**Work request**
Print all records exactly, pictures left out.

──────

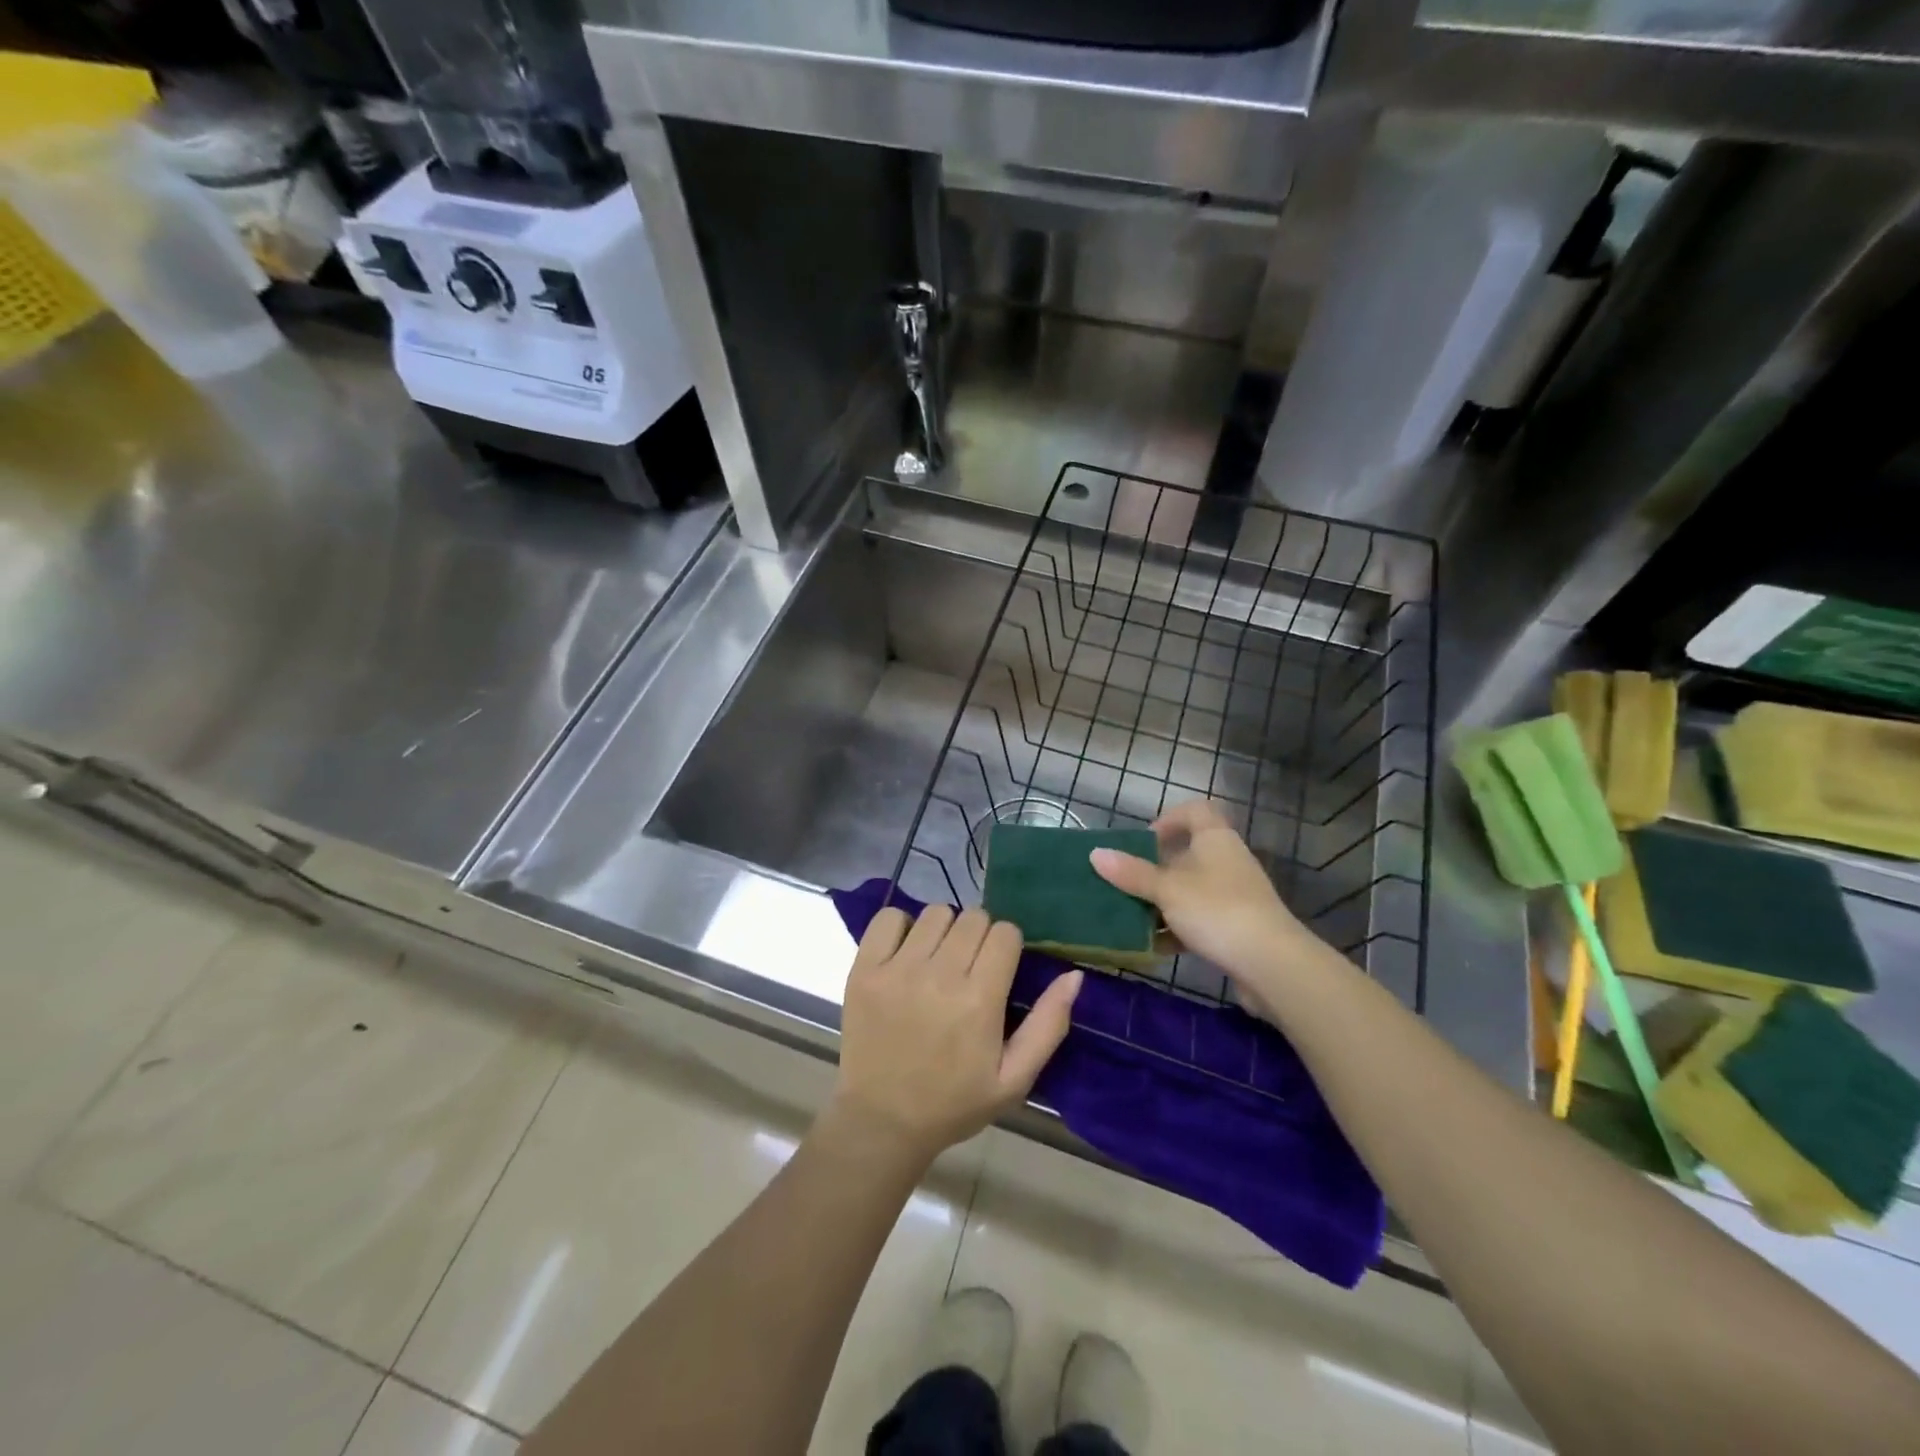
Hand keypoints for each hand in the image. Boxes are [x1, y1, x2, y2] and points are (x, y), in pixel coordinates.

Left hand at [831, 905, 1081, 1166]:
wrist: (882, 1121)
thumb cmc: (955, 1102)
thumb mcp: (1014, 1079)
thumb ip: (1048, 1025)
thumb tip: (1074, 975)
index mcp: (979, 1000)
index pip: (1005, 933)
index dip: (1008, 947)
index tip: (999, 970)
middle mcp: (938, 975)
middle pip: (973, 917)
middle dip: (979, 937)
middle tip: (970, 968)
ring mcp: (897, 969)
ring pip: (935, 912)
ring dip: (944, 931)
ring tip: (938, 961)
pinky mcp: (864, 969)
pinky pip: (889, 917)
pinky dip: (901, 927)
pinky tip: (906, 954)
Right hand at [1089, 800, 1317, 1019]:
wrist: (1272, 965)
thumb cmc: (1217, 911)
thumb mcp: (1167, 890)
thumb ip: (1132, 873)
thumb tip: (1095, 853)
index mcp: (1215, 840)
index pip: (1195, 811)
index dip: (1168, 819)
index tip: (1143, 841)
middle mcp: (1227, 861)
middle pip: (1188, 854)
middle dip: (1155, 868)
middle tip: (1126, 882)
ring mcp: (1234, 896)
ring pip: (1191, 890)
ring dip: (1163, 902)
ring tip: (1132, 917)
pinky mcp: (1237, 928)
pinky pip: (1200, 920)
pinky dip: (1177, 929)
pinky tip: (1155, 947)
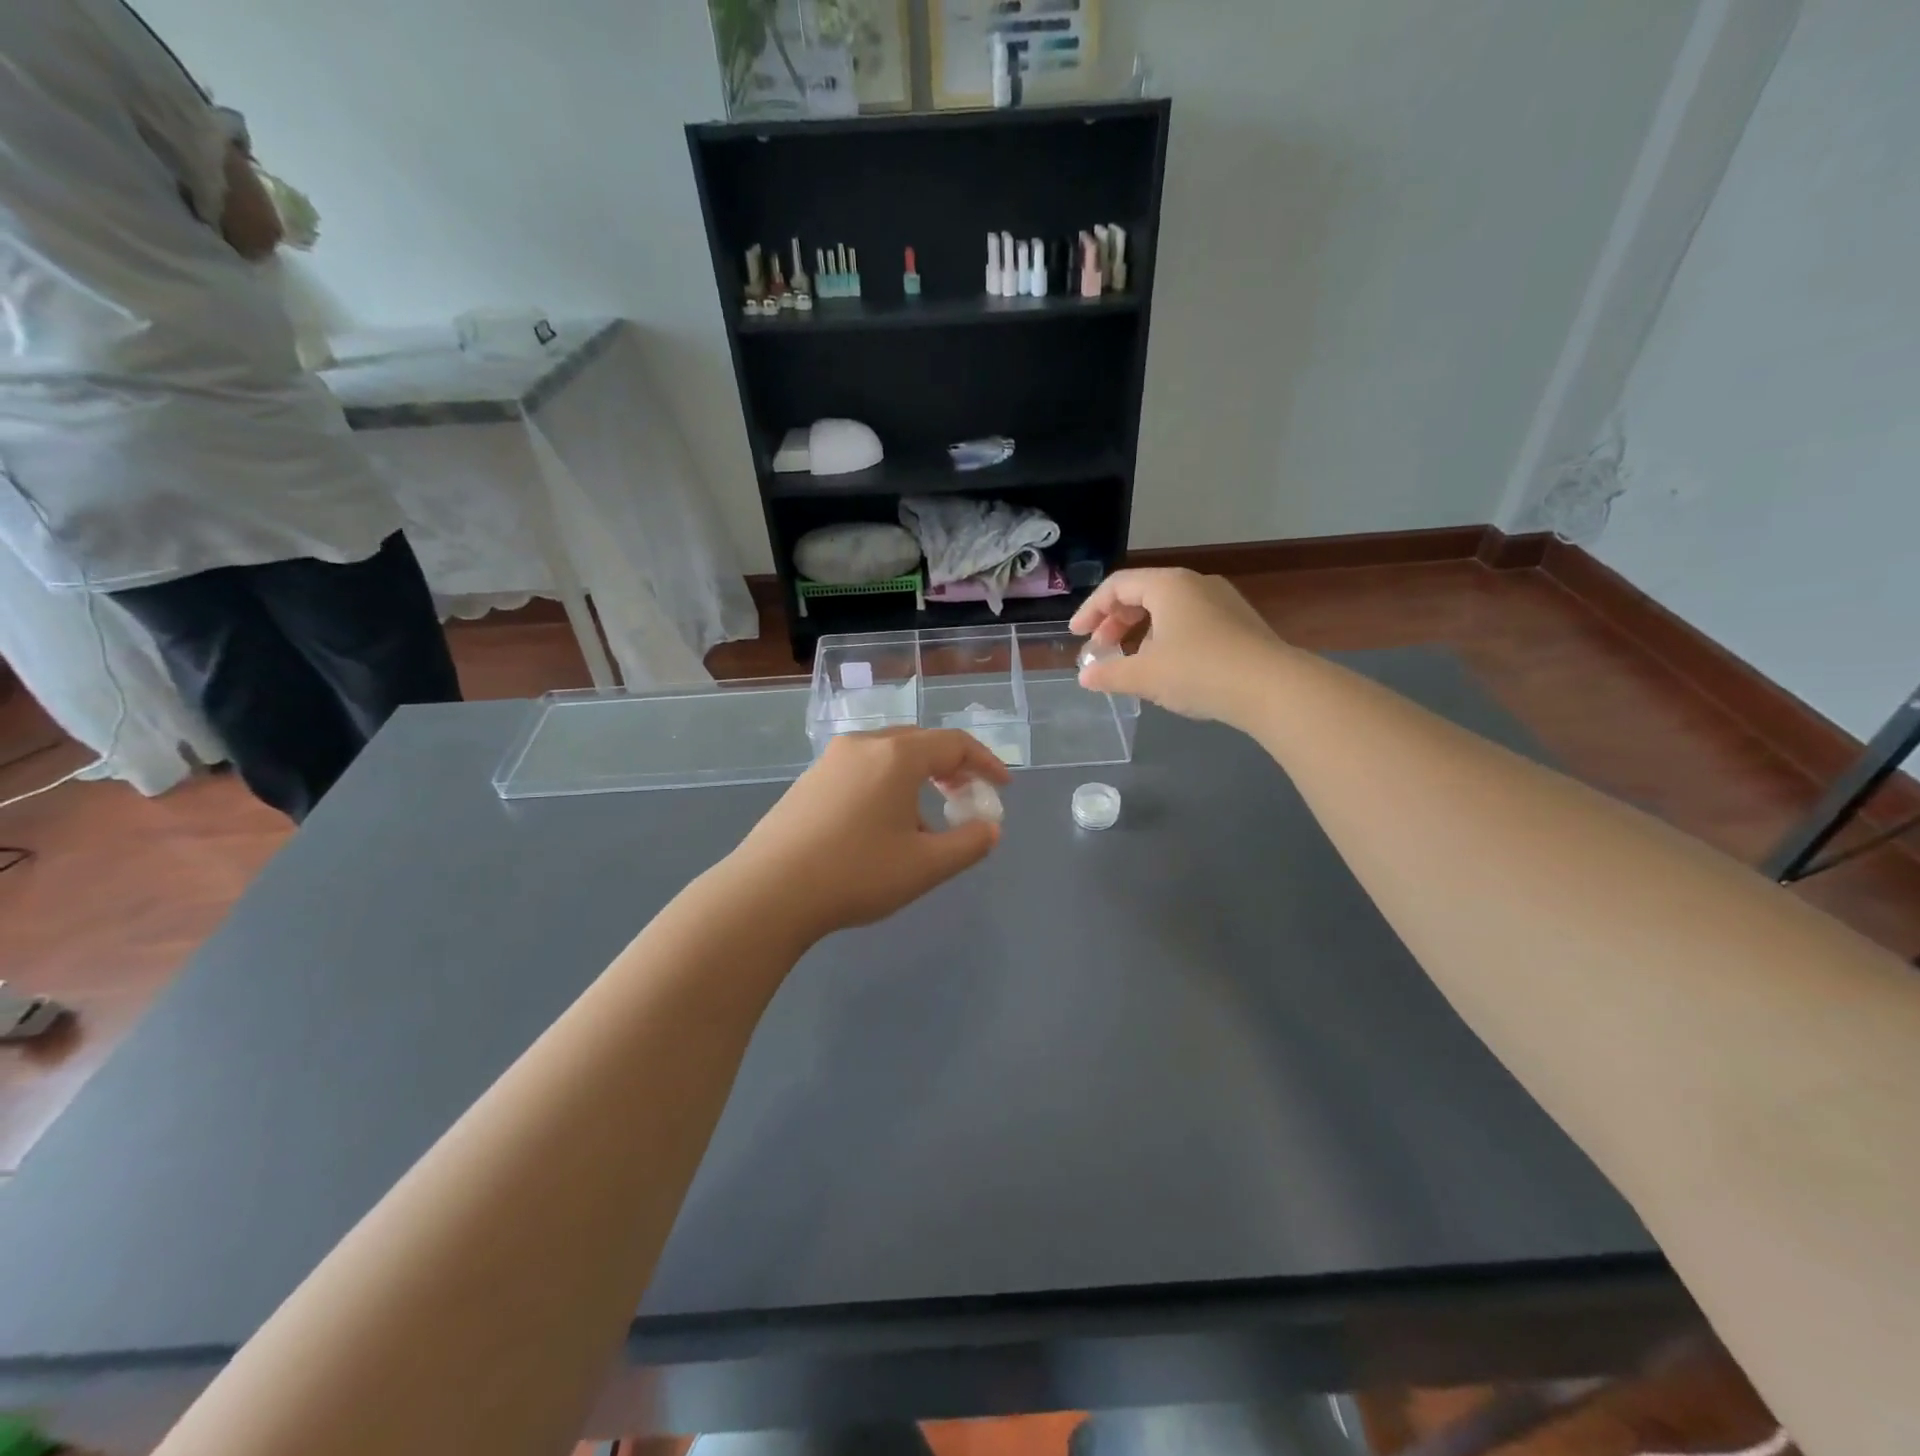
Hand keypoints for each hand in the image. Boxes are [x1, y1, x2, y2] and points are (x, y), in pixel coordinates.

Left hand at [725, 728, 1009, 942]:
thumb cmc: (856, 873)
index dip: (986, 763)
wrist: (768, 892)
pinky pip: (861, 772)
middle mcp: (863, 746)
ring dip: (917, 780)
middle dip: (951, 767)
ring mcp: (830, 761)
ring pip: (888, 758)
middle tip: (966, 796)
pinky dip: (886, 788)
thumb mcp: (925, 866)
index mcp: (896, 755)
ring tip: (924, 826)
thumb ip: (968, 845)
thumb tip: (990, 829)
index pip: (955, 744)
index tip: (1003, 788)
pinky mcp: (808, 782)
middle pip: (920, 744)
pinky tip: (881, 829)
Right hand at [1070, 567, 1289, 727]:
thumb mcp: (1144, 675)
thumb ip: (1109, 673)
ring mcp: (1222, 602)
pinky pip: (1191, 622)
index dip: (1091, 611)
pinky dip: (1167, 639)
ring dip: (1142, 633)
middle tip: (1100, 649)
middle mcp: (1195, 584)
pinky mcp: (1239, 624)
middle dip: (1115, 623)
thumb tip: (1085, 677)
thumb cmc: (1198, 671)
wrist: (1271, 687)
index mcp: (1168, 584)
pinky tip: (1168, 668)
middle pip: (1143, 595)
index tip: (1077, 636)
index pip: (1117, 586)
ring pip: (1168, 610)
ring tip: (1132, 662)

──────

**Exercise solution**
Hand keypoints for each hand in the image. Boxes are [x1, y1, x2, y2] and points are (x, y), in pixel coordinates.

Left hand at [831, 905, 1081, 1166]:
wrist: (882, 1121)
thumb cmc: (955, 1102)
thumb mcp: (1014, 1079)
thumb ip: (1048, 1025)
thumb tip: (1074, 975)
index mcp: (979, 1000)
index pip: (1005, 933)
index dip: (1008, 947)
index tip: (999, 970)
middle mcp: (938, 975)
middle pip: (973, 917)
middle dip: (979, 937)
middle tip: (970, 968)
ring mcp: (897, 969)
ring pip: (935, 912)
ring dip: (944, 931)
ring tip: (938, 961)
pinky mcp: (864, 969)
pinky pip: (889, 917)
pinky dip: (901, 927)
pinky tip: (906, 954)
Right hand at [1089, 800, 1317, 1019]:
wrist: (1272, 965)
thumb cmc: (1217, 911)
thumb mcp: (1167, 890)
thumb ip: (1132, 873)
thumb tip: (1095, 853)
index mcp: (1215, 840)
index pip: (1195, 811)
index dip: (1168, 819)
index tip: (1143, 841)
middle mcp: (1227, 861)
middle pip: (1188, 854)
middle dip: (1155, 868)
middle tip: (1126, 882)
ring mcp: (1234, 896)
ring pip: (1191, 890)
ring dip: (1163, 902)
ring tip: (1132, 917)
pinky mcp: (1237, 928)
pinky pip: (1200, 920)
pinky dip: (1177, 929)
pinky tip: (1155, 947)
Hand keypoints for each hand in the image. Boxes are [x1, y1, x2, y2] and points are (x, y), in pixel coordinates.

Left hand at [725, 728, 1009, 942]:
thumb cmc: (856, 873)
index dip: (986, 763)
wrist: (768, 892)
pinky pip: (861, 772)
middle mcp: (863, 746)
ring dip: (917, 780)
middle dip: (951, 767)
ring mcp: (830, 761)
ring pip: (888, 758)
middle tip: (966, 796)
pinky dip: (886, 788)
thumb mcp: (925, 866)
index mcp: (896, 755)
ring tip: (924, 826)
thumb ip: (968, 845)
thumb tip: (990, 829)
index pip: (955, 744)
index tip: (1003, 788)
pinky mcp: (808, 782)
middle pip: (920, 744)
pinky tip: (881, 829)
Right hand at [1070, 567, 1289, 727]:
thumb mcp: (1144, 675)
thumb ip: (1109, 673)
ring mcp: (1222, 602)
pinky pip: (1191, 622)
index dip: (1091, 611)
pinky dip: (1167, 639)
ring dip: (1142, 633)
middle tip: (1100, 649)
middle mcp: (1195, 584)
pinky mcp: (1239, 624)
middle dip: (1115, 623)
thumb tip: (1085, 677)
thumb cmc: (1198, 671)
wrist: (1271, 687)
index mcp: (1168, 584)
pinky tip: (1168, 668)
middle pip: (1143, 595)
index tip: (1077, 636)
index pip: (1117, 586)
ring pip: (1168, 610)
ring tip: (1132, 662)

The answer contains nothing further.